Formation of n-Type $\beta $-FeSi$_{2}$/p-Type Si Heterojunctions by Facing-Targets Direct-Current Sputtering

Semiconducting iron disilicide ($\beta $-FeSi$_{2})$ possessing a direct band gap of 0.85 eV and a large absorption coefficient of 10$^{5}$ cm$^{-1}$ at 1.5 eV is a new promising material for infrared photodiodes. In order to fabricate the heterojunction with Si, the diffusion of Fe atoms from the $\beta $-FeSi$_{2}$ layer into the Si substrate should be suppressed because the Fe atoms form trap centers in the Si.

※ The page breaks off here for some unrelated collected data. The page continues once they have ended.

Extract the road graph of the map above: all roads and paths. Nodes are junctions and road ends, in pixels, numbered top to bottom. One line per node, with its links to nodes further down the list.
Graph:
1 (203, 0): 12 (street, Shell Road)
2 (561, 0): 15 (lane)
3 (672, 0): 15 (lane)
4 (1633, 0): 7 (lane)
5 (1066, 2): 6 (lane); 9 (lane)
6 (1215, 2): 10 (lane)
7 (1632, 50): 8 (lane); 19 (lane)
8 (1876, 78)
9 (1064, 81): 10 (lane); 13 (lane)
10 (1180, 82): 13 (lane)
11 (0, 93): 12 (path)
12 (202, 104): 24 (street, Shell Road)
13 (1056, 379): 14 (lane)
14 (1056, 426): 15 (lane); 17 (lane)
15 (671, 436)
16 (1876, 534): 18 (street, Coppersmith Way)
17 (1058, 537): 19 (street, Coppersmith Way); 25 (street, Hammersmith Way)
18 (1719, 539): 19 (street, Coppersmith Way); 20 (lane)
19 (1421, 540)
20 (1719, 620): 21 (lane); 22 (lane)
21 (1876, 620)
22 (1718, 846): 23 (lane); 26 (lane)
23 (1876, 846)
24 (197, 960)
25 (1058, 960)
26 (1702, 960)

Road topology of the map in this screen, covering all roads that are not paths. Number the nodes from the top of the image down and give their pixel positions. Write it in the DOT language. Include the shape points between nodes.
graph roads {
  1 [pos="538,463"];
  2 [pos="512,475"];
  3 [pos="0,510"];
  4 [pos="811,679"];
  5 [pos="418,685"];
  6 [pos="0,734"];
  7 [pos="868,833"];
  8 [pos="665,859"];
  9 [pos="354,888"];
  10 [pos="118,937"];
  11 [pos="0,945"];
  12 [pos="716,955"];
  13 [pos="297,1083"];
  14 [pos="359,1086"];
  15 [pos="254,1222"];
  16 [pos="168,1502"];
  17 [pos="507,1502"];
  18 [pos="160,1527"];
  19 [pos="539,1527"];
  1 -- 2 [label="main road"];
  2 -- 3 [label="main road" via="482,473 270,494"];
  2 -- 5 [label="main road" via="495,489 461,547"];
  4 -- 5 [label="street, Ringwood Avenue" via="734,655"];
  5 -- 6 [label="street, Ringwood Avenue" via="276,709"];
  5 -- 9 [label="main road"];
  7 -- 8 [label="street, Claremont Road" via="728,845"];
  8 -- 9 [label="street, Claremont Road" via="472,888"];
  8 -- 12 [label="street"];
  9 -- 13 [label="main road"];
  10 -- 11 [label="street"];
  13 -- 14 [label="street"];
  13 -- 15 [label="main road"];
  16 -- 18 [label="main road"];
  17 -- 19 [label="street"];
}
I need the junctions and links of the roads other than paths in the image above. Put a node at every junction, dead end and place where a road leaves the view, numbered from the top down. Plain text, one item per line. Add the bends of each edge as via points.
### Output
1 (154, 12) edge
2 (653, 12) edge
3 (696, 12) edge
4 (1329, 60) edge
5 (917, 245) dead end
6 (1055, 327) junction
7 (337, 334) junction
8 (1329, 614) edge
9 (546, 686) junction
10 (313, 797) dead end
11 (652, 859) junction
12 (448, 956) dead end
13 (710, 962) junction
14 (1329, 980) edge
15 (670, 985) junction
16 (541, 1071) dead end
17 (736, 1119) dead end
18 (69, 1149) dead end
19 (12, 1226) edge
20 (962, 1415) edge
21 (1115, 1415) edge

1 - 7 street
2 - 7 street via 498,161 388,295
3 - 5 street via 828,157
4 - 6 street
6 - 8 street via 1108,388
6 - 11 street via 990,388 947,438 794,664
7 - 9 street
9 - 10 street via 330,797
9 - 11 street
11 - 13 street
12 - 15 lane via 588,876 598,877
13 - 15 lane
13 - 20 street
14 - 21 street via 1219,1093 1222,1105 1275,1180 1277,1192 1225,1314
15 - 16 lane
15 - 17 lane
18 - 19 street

Epitaxial as-growth of $\beta $-FeSi$_{2}$ films at a low substrate-temperature is preferable. In this study, $\beta $-FeSi$_{2}$ thin films were epitaxially grown on Si(111) substrates at a substrate-temperature of 600 \r{ }C by facing-targets direct-current sputtering (FTDCS) without post-annealing at high temperatures. The $\beta $-FeSi$_{2}$ thin film exhibited a smooth surface with few pinholes and a sharp interface with the Si substrate. It was confirmed that the $\beta $-FeSi$_{2}$ film is epitaxially grown on Si(111) by the XRD measurements. The n-type $\beta $-FeSi$_{2}$/p-type Si heterojunction showed a typical rectifying action with a rectification ratio of more than two orders of magnitude at bias voltages between $\pm$ 1 V at room temperature.